Optimizing Itanium-Based Applications (May 2011)
16
-exec
Asserts that code is being compiled for an executable. Similar to -Bprotected_def, all locally
defined symbols are marked as having protected export class. Additionally, accesses to symbols known
to be defined in the executable can be materialized with absolute addressing, rather than linkage table
accesses.
-minshared
Equivalent to -Bprotected -exec. When building an executable that makes minimal use of shared
libraries, use this option to obtain fastest access sequences to non-shared library code and data.
controlling other optimization features
+Odata_prefetch=[none|direct|indirect] (default +Odata_prefetch=indirect)
+O[no]data_prefetch (+Odata_prefetch = +Odata_prefetch=indirect)
Enables data prefetch insertion. Currently, data prefetches are inserted for loops containing inductive
accesses, or certain linked-list traversals. With +Odata_prefetch=direct, prefetches are inserted
for loads and stores that have inductive addresses and are on heavily-executed paths through the loop.
The prefetches are inserted to cover the longest latency possible given the size of the outstanding
request queues in the cache hierarchy and the expected memory latency, and are given the appropriate
cache hint for the data type being accessed. The compiler attempts to minimize the overhead of
prefetching using a number of techniques, which might involve unrolling the loop or utilizing rotating
registers to share a single static prefetch among multiple arrays. By default, with +Odata_prefetch
or +Odata_prefetch=indirect, in addition to the prefetches inserted by
+Odata_prefetch=direct, the compiler inserts prefetches for data that is accessed with an
address that is indirectly dependent on an induction expression in the loop. In other words, the induction
expression is fed through some other intermediate computation to build the data address. Currently, the
types of intermediate computation supported are loads and bit extracts. For example, in the following
code array A is accessed indirectly using the index loaded from array B:
for (i=0;i<n;i++)
read A[B[i]];
The direct prefetching algorithm would insert prefetches for array B, which has an inductive address.

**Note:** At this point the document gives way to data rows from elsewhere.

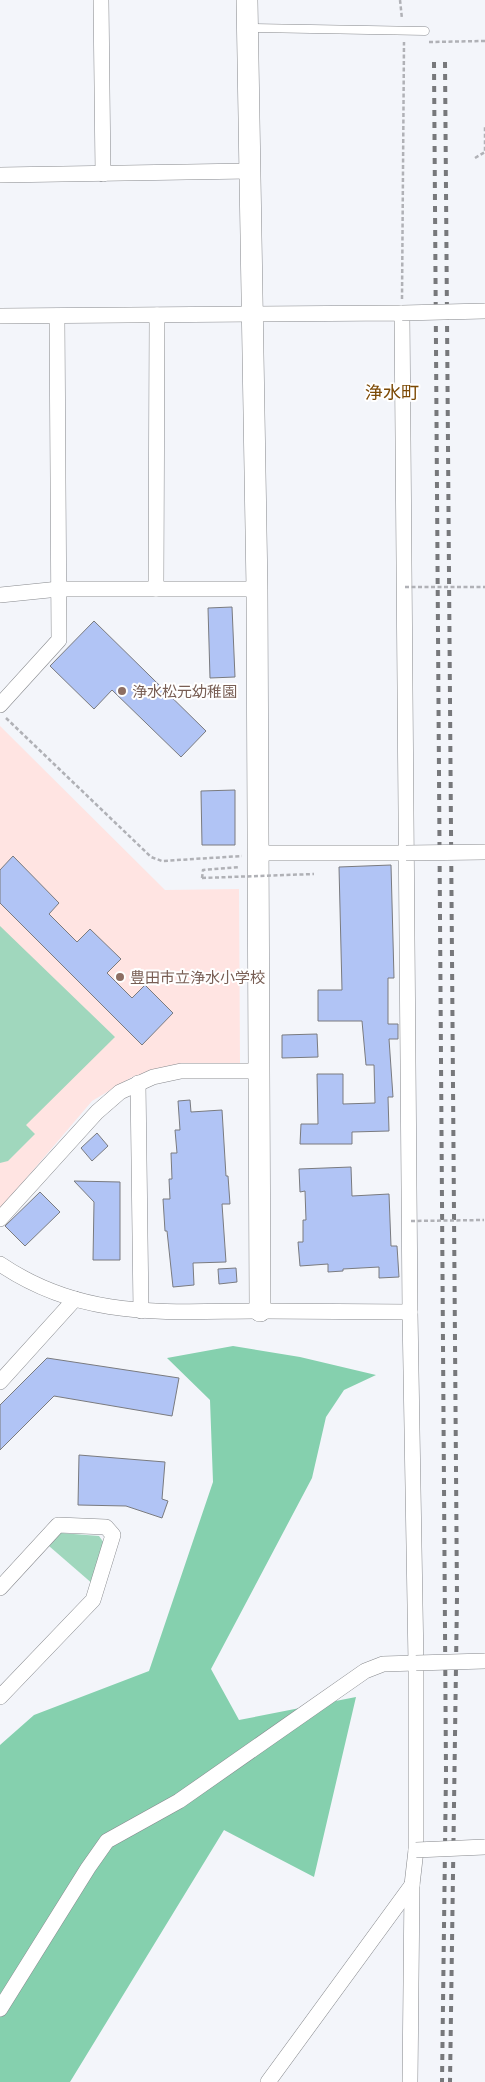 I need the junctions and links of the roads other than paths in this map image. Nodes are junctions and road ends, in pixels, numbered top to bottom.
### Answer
1 (101, 0) edge
2 (247, 0) edge
3 (248, 28) junction
4 (425, 31) dead end
5 (249, 171) junction
6 (103, 174) junction
7 (0, 175) edge
8 (485, 311) edge
9 (402, 313) junction
10 (157, 315) junction
11 (251, 315) junction
12 (0, 316) edge
13 (57, 316) junction
14 (59, 589) junction
15 (156, 589) junction
16 (257, 589) junction
17 (0, 594) edge
18 (0, 705) edge
19 (485, 852) edge
20 (406, 853) junction
21 (249, 859) junction
22 (258, 1071) junction
23 (138, 1083) junction
24 (0, 1219) edge
25 (0, 1264) edge
26 (76, 1299) junction
27 (140, 1311) junction
28 (260, 1311) junction
29 (410, 1312) junction
30 (0, 1382) edge
31 (0, 1588) edge
32 (485, 1661) edge
33 (416, 1663) junction
34 (0, 1697) edge
35 (485, 1847) edge
36 (416, 1850) junction
37 (412, 1885) junction
38 (0, 2009) edge
39 (268, 2082) edge
40 (410, 2082) edge

1 - 6 street
2 - 3 street
3 - 4 lane
3 - 5 street
5 - 6 street
5 - 11 street
6 - 7 street
8 - 9 street, bridge
9 - 11 street
9 - 20 street
10 - 11 street
10 - 13 street
10 - 15 street
11 - 16 street
12 - 13 street
13 - 14 street
14 - 15 street
14 - 17 street
14 - 18 street
15 - 16 street
16 - 21 street
19 - 20 street, bridge
20 - 21 street
20 - 29 street
21 - 22 street
22 - 23 street
22 - 28 street
23 - 24 street
23 - 27 street
25 - 26 street
26 - 27 street
26 - 30 street
27 - 28 street
28 - 29 street
29 - 33 street
31 - 34 street
32 - 33 street, bridge
33 - 36 street
33 - 38 street
35 - 36 street, bridge
36 - 37 street
37 - 39 street
37 - 40 street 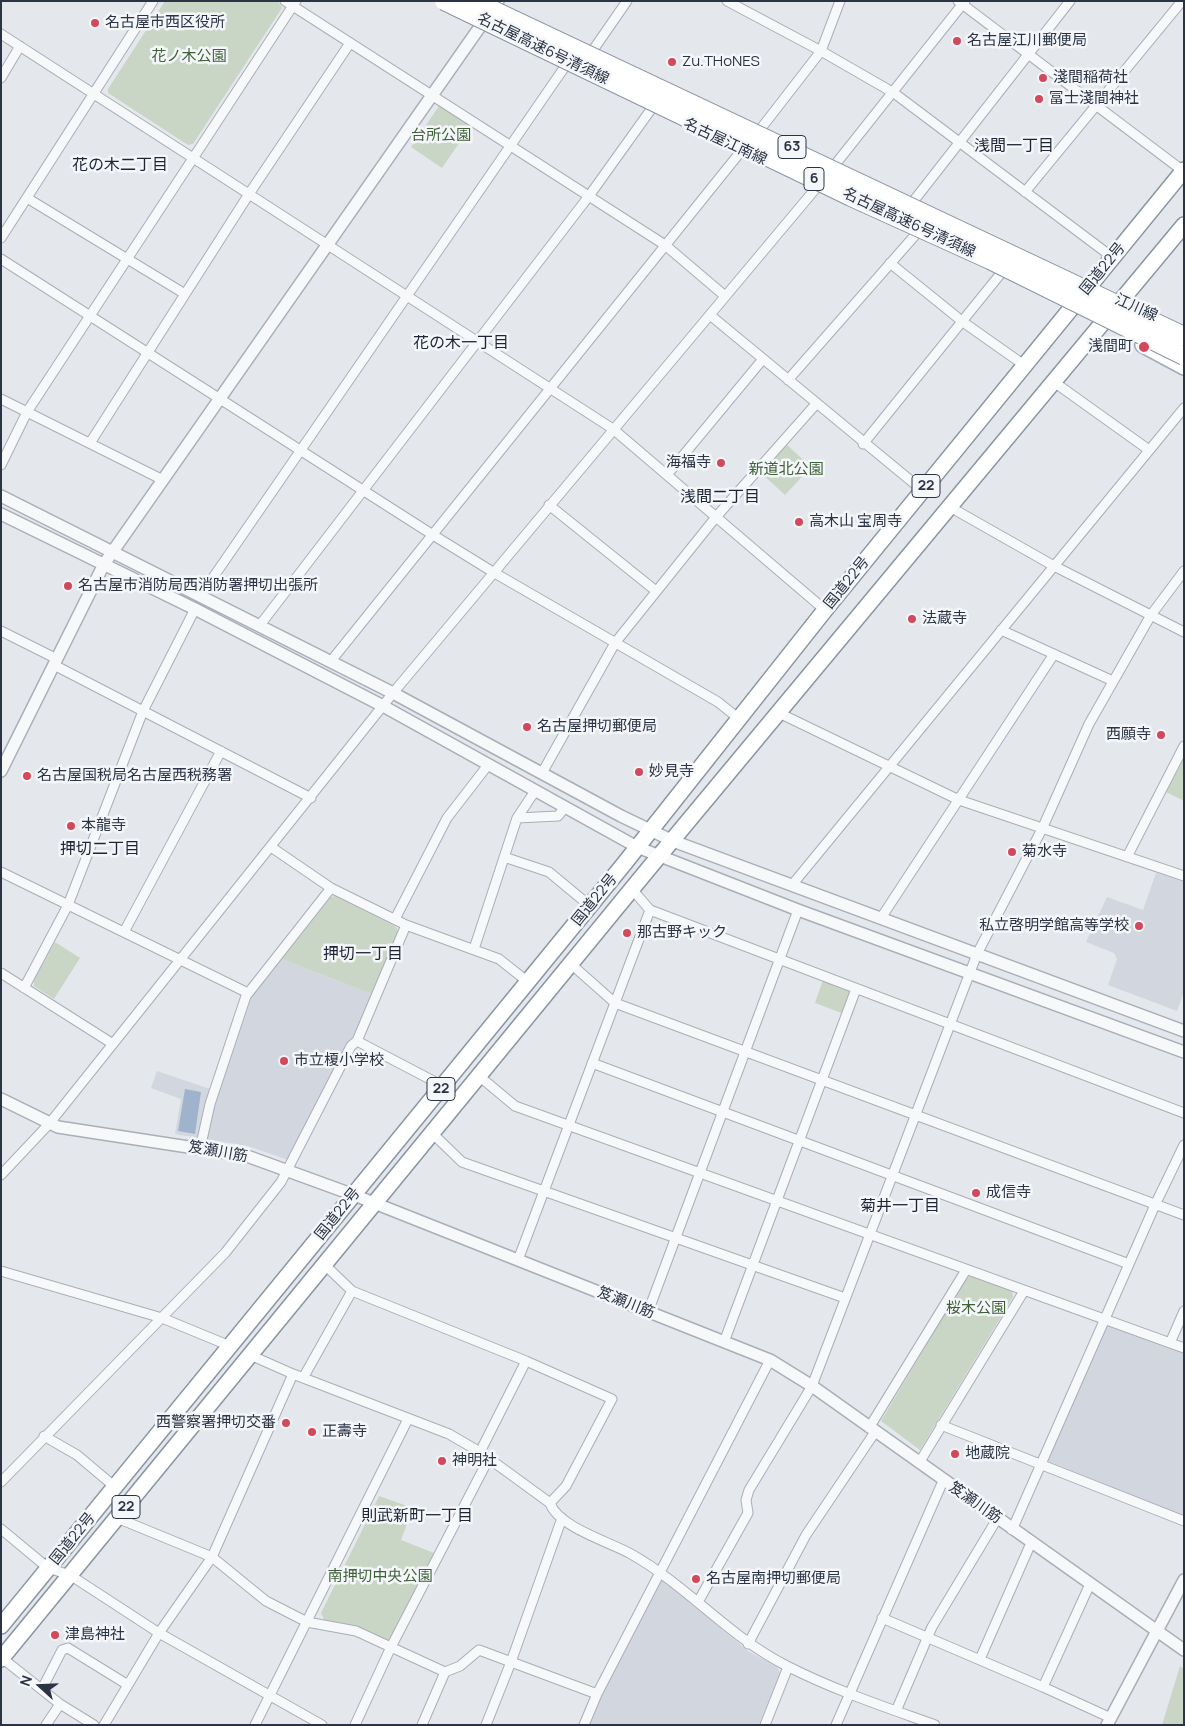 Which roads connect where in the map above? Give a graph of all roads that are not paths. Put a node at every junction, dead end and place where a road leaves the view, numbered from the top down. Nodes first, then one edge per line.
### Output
1 (153, 1) edge
2 (284, 1) edge
3 (433, 1) edge
4 (444, 1) edge
5 (474, 1) edge
6 (627, 1) edge
7 (727, 1) edge
8 (840, 1) edge
9 (1070, 1) edge
10 (962, 2) edge
11 (1182, 2) edge
12 (492, 3) edge
13 (295, 4) edge
14 (481, 24) junction
15 (1, 34) edge
16 (350, 43) junction
17 (20, 46) junction
18 (821, 51) junction
19 (591, 53) junction
20 (1028, 54) junction
21 (566, 65) junction
22 (1, 78) edge
23 (894, 93) junction
24 (94, 94) junction
25 (431, 95) junction
26 (1097, 106) junction
27 (652, 108) junction
28 (759, 131) junction
29 (958, 141) junction
30 (510, 146) junction
31 (742, 150) junction
32 (193, 158) junction
33 (834, 166) junction
34 (1183, 171) edge
35 (819, 185) junction
36 (1025, 192) junction
37 (249, 194) junction
38 (589, 196) junction
39 (27, 198) junction
40 (912, 203) junction
41 (1184, 225) edge
42 (917, 233) junction
43 (1, 238) edge
44 (327, 244) junction
45 (665, 245) junction
46 (1112, 258) junction
47 (1, 259) edge
48 (128, 259) junction
49 (890, 263) junction
50 (1002, 272) junction
51 (1089, 287) junction
52 (185, 294) junction
53 (407, 296) junction
54 (725, 296) junction
55 (1122, 301) junction
56 (1072, 306) junction
57 (710, 315) junction
58 (90, 316) junction
59 (963, 322) junction
60 (1103, 323) junction
61 (1184, 329) edge
62 (1184, 336) edge
63 (477, 342) junction
64 (148, 352) junction
65 (1184, 356) edge
66 (763, 359) junction
67 (1024, 365) junction
68 (1184, 367) edge
69 (788, 380) junction
70 (1054, 382) junction
71 (550, 389) junction
72 (1, 399) edge
73 (219, 399) junction
74 (816, 404) junction
75 (1184, 408) edge
76 (27, 412) junction
77 (613, 429) junction
78 (90, 443) junction
79 (863, 444) junction
80 (301, 450) junction
81 (1149, 450) junction
82 (1, 465) edge
83 (667, 475) junction
84 (162, 480) junction
85 (363, 490) junction
86 (922, 490) junction
87 (1, 496) edge
88 (549, 505) junction
89 (950, 508) junction
90 (1, 514) edge
91 (716, 517) junction
92 (433, 535) junction
93 (113, 551) junction
94 (104, 564) junction
95 (1054, 566) junction
96 (1184, 571) edge
97 (493, 572) junction
98 (1180, 583) edge
99 (656, 592) junction
100 (201, 595) junction
101 (195, 609) junction
102 (825, 610) junction
103 (1151, 615) junction
104 (260, 625) junction
105 (1002, 630) junction
106 (1, 631) edge
107 (1184, 632) edge
108 (615, 643) junction
109 (1054, 654) junction
110 (331, 661) junction
111 (55, 662) junction
112 (1114, 681) junction
113 (393, 693) junction
114 (383, 706) junction
115 (143, 711) junction
116 (779, 713) junction
117 (738, 718) junction
118 (1184, 746) edge
119 (221, 751) junction
120 (5, 754) edge
121 (488, 765) junction
122 (889, 766) junction
123 (1, 772) edge
124 (542, 773) junction
125 (535, 791) junction
126 (310, 798) junction
127 (959, 800) junction
128 (565, 807) junction
129 (517, 818) junction
130 (650, 829) junction
131 (1042, 829) junction
132 (673, 841) junction
133 (637, 847) junction
134 (271, 848) junction
135 (504, 857) junction
136 (659, 857) junction
137 (1127, 857) junction
138 (1, 872) edge
139 (1184, 876) edge
140 (792, 885) junction
141 (331, 888) junction
142 (632, 890) junction
143 (68, 905) junction
144 (590, 906) junction
145 (650, 910) junction
146 (798, 910) junction
147 (882, 918) junction
148 (394, 919) junction
149 (406, 925) junction
150 (124, 932) junction
151 (474, 950) junction
152 (976, 954) junction
153 (181, 960) junction
154 (780, 960) junction
155 (571, 964) junction
156 (968, 972) junction
157 (1, 973) edge
158 (528, 982) junction
159 (24, 988) junction
160 (856, 989) junction
161 (248, 993) junction
162 (615, 1003) junction
163 (948, 1024) junction
164 (1184, 1031) edge
165 (357, 1041) junction
166 (113, 1044) junction
167 (745, 1052) junction
168 (1184, 1052) edge
169 (592, 1063) junction
170 (479, 1076) junction
171 (822, 1081) junction
172 (443, 1086) junction
173 (1, 1099) edge
174 (723, 1112) junction
175 (1184, 1113) edge
176 (914, 1116) junction
177 (49, 1124) junction
178 (569, 1126) junction
179 (432, 1134) junction
180 (800, 1141) junction
181 (1184, 1145) edge
182 (200, 1148) junction
183 (287, 1171) junction
184 (700, 1173) junction
185 (892, 1175) junction
186 (1, 1176) edge
187 (544, 1191) junction
188 (354, 1195) junction
189 (777, 1201) junction
190 (375, 1204) junction
191 (1155, 1205) junction
192 (1184, 1215) edge
193 (869, 1234) junction
194 (676, 1238) junction
195 (518, 1260) junction
196 (1128, 1264) junction
197 (325, 1265) junction
198 (753, 1265) junction
199 (966, 1270) junction
200 (1, 1271) edge
201 (352, 1291) junction
202 (1024, 1291) junction
203 (845, 1298) junction
204 (1184, 1311) edge
205 (648, 1312) junction
206 (162, 1318) junction
207 (1104, 1320) junction
208 (724, 1342) junction
209 (1170, 1343) junction
210 (230, 1346) junction
211 (1184, 1348) edge
212 (250, 1355) junction
213 (770, 1360) junction
214 (526, 1361) junction
215 (293, 1374) junction
216 (303, 1378) junction
217 (812, 1386) junction
218 (408, 1419) junction
219 (941, 1425) junction
220 (872, 1430) junction
221 (44, 1436) junction
222 (480, 1452) junction
223 (489, 1458) junction
224 (919, 1463) junction
225 (1040, 1465) junction
226 (3, 1478) edge
227 (943, 1480) junction
228 (115, 1487) junction
229 (550, 1502) junction
230 (117, 1518) junction
231 (562, 1518) junction
232 (997, 1519) junction
233 (1184, 1521) edge
234 (1, 1529) edge
235 (1012, 1530) junction
236 (1031, 1543) junction
237 (212, 1556) junction
238 (48, 1568) junction
239 (660, 1572) junction
240 (70, 1575) junction
241 (1184, 1580) edge
242 (1090, 1584) junction
243 (698, 1602) junction
244 (882, 1618) junction
245 (307, 1622) junction
246 (1, 1626) edge
247 (1156, 1631) junction
248 (159, 1633) junction
249 (928, 1636) junction
250 (748, 1644) junction
251 (391, 1647) junction
252 (1184, 1650) edge
253 (2, 1658) edge
254 (980, 1658) junction
255 (511, 1662) junction
256 (788, 1667) junction
257 (445, 1672) junction
258 (128, 1685) junction
259 (1044, 1686) junction
260 (42, 1690) junction
261 (849, 1693) junction
262 (597, 1694) junction
263 (270, 1696) junction
264 (60, 1704) junction
265 (896, 1711) junction
266 (1109, 1721) edge
267 (921, 1722) edge
268 (46, 1725) edge
269 (94, 1725) edge
270 (104, 1725) edge
271 (256, 1725) edge
272 (322, 1725) edge
273 (355, 1725) edge
274 (422, 1725) edge
275 (486, 1725) edge
276 (584, 1725) edge
277 (765, 1725) edge
278 (836, 1725) edge
279 (935, 1725) edge

1 - 24 street
2 - 13 street
3 - 14 main road, 名古屋江南線 / 63
4 - 65 highway, 名古屋高速6号清須線 / 6, bridge
5 - 62 highway, 名古屋高速6号清須線 / 6, bridge
6 - 19 street
7 - 18 street
8 - 18 street
9 - 20 street
10 - 20 street
10 - 23 street
11 - 26 street
12 - 14 street
12 - 19 main road, 名古屋江南線 / 63
13 - 16 street
13 - 32 street
14 - 21 main road, 名古屋江南線 / 63
14 - 25 street
15 - 17 street
16 - 25 street
16 - 37 street
17 - 22 street
17 - 24 street
18 - 23 street
18 - 28 street
19 - 28 main road, 名古屋江南線 / 63
20 - 26 street
20 - 29 street
21 - 27 main road, 名古屋江南線 / 63
21 - 30 street
23 - 29 street
23 - 33 street
24 - 32 street
24 - 39 street
25 - 30 street
25 - 44 street
26 - 34 street
26 - 36 street
27 - 31 main road, 名古屋江南線 / 63
27 - 38 street
28 - 33 main road, 名古屋江南線 / 63
29 - 36 street
29 - 40 street
30 - 38 street
30 - 53 street
31 - 35 main road, 名古屋江南線 / 63
31 - 45 street
32 - 37 street
32 - 48 street
33 - 35 street
33 - 40 main road, 名古屋江南線 / 63
34 - 46 main road, 国道22号 / 22
35 - 42 main road, 名古屋江南線 / 63
35 - 54 street
36 - 46 street
37 - 44 street
37 - 52 street
38 - 45 street
38 - 63 street
39 - 43 street
39 - 48 street
40 - 51 main road, 名古屋江南線 / 63
41 - 55 main road, 国道22号 / 22
42 - 49 street
42 - 50 main road, 名古屋江南線 / 63
44 - 53 street
44 - 73 street
45 - 54 street
45 - 71 street
46 - 51 main road, 国道22号 / 22
47 - 58 street
48 - 52 street
48 - 58 street
49 - 59 street
49 - 69 street
50 - 56 main road, 名古屋江南線 / 63
50 - 59 street
51 - 55 main road, 江川線
51 - 56 main road, 国道22号 / 22
52 - 64 street
53 - 63 street
53 - 80 street
54 - 57 street
55 - 60 main road, 国道22号 / 22
55 - 61 main road, 江川線
56 - 60 main road, 江川線
56 - 67 main road, 国道22号 / 22
57 - 66 street
57 - 77 street
58 - 64 street
58 - 76 street
59 - 67 street
59 - 79 street
60 - 68 main road, 江川線
60 - 70 main road, 国道22号 / 22
63 - 71 street
63 - 85 street
64 - 73 street
64 - 78 street
66 - 69 street
66 - 83 street
67 - 86 main road, 国道22号 / 22
69 - 74 street
70 - 81 street
70 - 89 main road, 国道22号 / 22
71 - 77 street
71 - 92 street
72 - 76 street
73 - 80 street
73 - 84 street
74 - 79 street
74 - 91 street
75 - 81 street
76 - 78 street
76 - 82 street
77 - 83 street
77 - 88 street
78 - 84 street
79 - 86 street
80 - 85 street
80 - 100 street
81 - 95 street
83 - 91 street
84 - 93 street
85 - 92 street
85 - 104 street
86 - 102 main road, 国道22号 / 22
87 - 93 street
88 - 97 street
88 - 99 street
89 - 95 street
89 - 116 main road, 国道22号 / 22
90 - 94 street
91 - 99 street
91 - 102 street
92 - 97 street
92 - 110 street
93 - 94 street
93 - 100 street
94 - 101 street
94 - 111 street
95 - 103 street
95 - 105 street
96 - 98 street
97 - 108 street
97 - 113 street
98 - 103 street
99 - 108 street
100 - 104 street
101 - 114 street
101 - 115 street
102 - 117 main road, 国道22号 / 22
103 - 107 street
103 - 112 street
104 - 110 street
105 - 109 street
105 - 122 street
106 - 111 street
108 - 117 street
108 - 124 street
109 - 112 street
109 - 127 street
110 - 113 street
111 - 115 street
111 - 120 street
112 - 131 street
113 - 114 street
113 - 124 street
114 - 121 street
114 - 126 street
115 - 119 street
115 - 143 street
116 - 122 street
116 - 132 main road, 国道22号 / 22
117 - 130 main road, 国道22号 / 22
118 - 137 street
119 - 126 street
119 - 150 street
120 - 123 street
121 - 125 street
121 - 148 street
122 - 127 street
122 - 140 street
124 - 130 street
125 - 128 street
125 - 129 street
126 - 134 street
127 - 131 street
127 - 147 street
128 - 129 street
128 - 133 street
129 - 135 street
130 - 132 street
130 - 133 main road, 国道22号 / 22
131 - 137 street
131 - 152 street
132 - 136 main road, 国道22号 / 22
132 - 140 street
133 - 136 street
133 - 144 main road, 国道22号 / 22
134 - 141 street
134 - 153 street
135 - 144 street
135 - 151 street
136 - 142 main road, 国道22号 / 22
136 - 146 street
137 - 139 street
138 - 143 street
140 - 147 street
141 - 148 street
141 - 161 street
142 - 145 street
142 - 155 main road, 国道22号 / 22
143 - 150 street
143 - 159 street
144 - 158 main road, 国道22号 / 22
145 - 154 street
145 - 162 street
146 - 154 street
146 - 156 street
147 - 152 street
148 - 149 street
149 - 151 street
149 - 165 street
150 - 153 street
151 - 158 street
152 - 156 street
152 - 164 street
153 - 161 street
153 - 166 street
154 - 160 street
154 - 167 street
155 - 162 street
155 - 170 main road, 国道22号 / 22
156 - 163 street
156 - 168 street
157 - 159 street
158 - 172 main road, 国道22号 / 22
159 - 166 street
160 - 163 street
160 - 171 street
161 - 182 street
162 - 167 street
162 - 169 street
163 - 175 street
163 - 176 street
165 - 172 street
165 - 183 street
166 - 177 street
167 - 171 street
167 - 174 street
169 - 174 street
169 - 178 street
170 - 178 street
170 - 179 main road, 国道22号 / 22
171 - 176 street
171 - 180 street
172 - 188 main road, 国道22号 / 22
173 - 177 street, 笈瀬川筋
174 - 180 street
174 - 184 street
176 - 185 street
176 - 191 street
177 - 182 street, 笈瀬川筋
177 - 186 street
178 - 184 street
178 - 187 street
179 - 187 street
179 - 190 main road, 国道22号 / 22
180 - 185 street
180 - 189 street
181 - 191 street
182 - 183 street, 笈瀬川筋
183 - 188 street, 笈瀬川筋
183 - 206 street
184 - 189 street
184 - 194 street
185 - 193 street
185 - 196 street
187 - 194 street
187 - 195 street
188 - 190 street, 笈瀬川筋
188 - 210 main road, 国道22号 / 22
189 - 193 street
189 - 198 street
190 - 195 street, 笈瀬川筋
190 - 197 main road, 国道22号 / 22
191 - 192 street
191 - 196 street
193 - 199 street
193 - 203 street
194 - 198 street
194 - 205 street
195 - 205 street, 笈瀬川筋
196 - 207 street
197 - 201 street
197 - 212 main road, 国道22号 / 22
198 - 203 street
198 - 208 street
199 - 202 street
199 - 220 street
200 - 206 street
201 - 214 street
201 - 216 street
202 - 207 street
202 - 219 street
203 - 217 street
204 - 209 street
205 - 208 street, 笈瀬川筋
206 - 210 street
206 - 221 street
207 - 209 street
207 - 225 street
208 - 213 street, 笈瀬川筋
209 - 211 street
210 - 228 main road, 国道22号 / 22
212 - 215 street
212 - 230 main road, 国道22号 / 22
213 - 217 street, 笈瀬川筋
213 - 239 street
214 - 222 street
214 - 229 street
215 - 216 street
215 - 237 street
216 - 218 street
217 - 220 street, 笈瀬川筋
217 - 243 street
218 - 222 street
218 - 245 street
219 - 224 street
219 - 225 street
220 - 224 street, 笈瀬川筋
220 - 250 street
221 - 226 street
221 - 228 street
222 - 223 street
223 - 229 street
223 - 251 street
224 - 227 street, 笈瀬川筋
225 - 233 street
225 - 235 street
227 - 232 street, 笈瀬川筋
227 - 244 street
228 - 238 main road, 国道22号 / 22
229 - 231 street
230 - 237 street
230 - 240 main road, 国道22号 / 22
231 - 239 street
231 - 255 street
232 - 235 street, 笈瀬川筋
232 - 249 street
234 - 238 street
235 - 236 street, 笈瀬川筋
236 - 242 street, 笈瀬川筋
236 - 254 street
237 - 245 street
237 - 248 street
238 - 240 street
238 - 246 main road, 国道22号 / 22
239 - 243 street
239 - 262 street
240 - 248 street
240 - 253 main road, 国道22号 / 22
241 - 247 street
242 - 247 street, 笈瀬川筋
242 - 259 street
243 - 250 street
244 - 249 street
244 - 261 street
245 - 251 street
245 - 263 street
247 - 252 street, 笈瀬川筋
247 - 266 street
248 - 258 street
248 - 263 street
249 - 254 street
249 - 265 street
250 - 256 street
251 - 257 street
251 - 273 street
253 - 260 street
254 - 259 street
255 - 257 street
255 - 262 street
255 - 275 street
256 - 261 street
256 - 277 street
257 - 274 street
258 - 260 street
258 - 270 street
259 - 266 street
260 - 264 street
261 - 265 street
261 - 278 street
262 - 276 street
263 - 271 street
263 - 272 street
264 - 268 street
264 - 269 street
265 - 267 street
267 - 279 street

With indirect prefetching, the compiler detects that array A is accessed indirectly with B[i], and
inserts prefetches appropriately. In order to compute the prefetch address for A, array B is speculatively
loaded. If the prefetch distance is PF, then indirect prefetching inserts the following code into the above
loop:
lfetch B[i+PF*2]
index = ld.s B[i+PF]
(p) lfetch A[index]
Notice that array B is now prefetched at twice the normal prefetch distance, because we need to
speculatively load it at the prefetch distance in order to prefetch array A at the prefetch distance. A
speculative load is used because we can run past the end of array B, and we do not want the load of A’s
prefetch address to raise any exceptions. Also notice that we may predicate the indirect prefetch, to
avoid executing it the last PF-1 iterations of the loop. Because the speculative load may access an
address that is off the end of the B array, the index used in the indirect prefetch may be junk, potentially
resulting in DTLB misses on the indirect prefetch if we executed it. The accesses to B in the last PF-1
iterations are not likely to result in DTLB misses, since they lie just after the B array in the address
space, particularly when utilizing large pages.
In certain cases, for small arrays, the compiler may decide to insert a number of straight-line prefetches
before the loop to prefetch the entire array, rather than inserting inductive or indirect prefetches into the
loop body.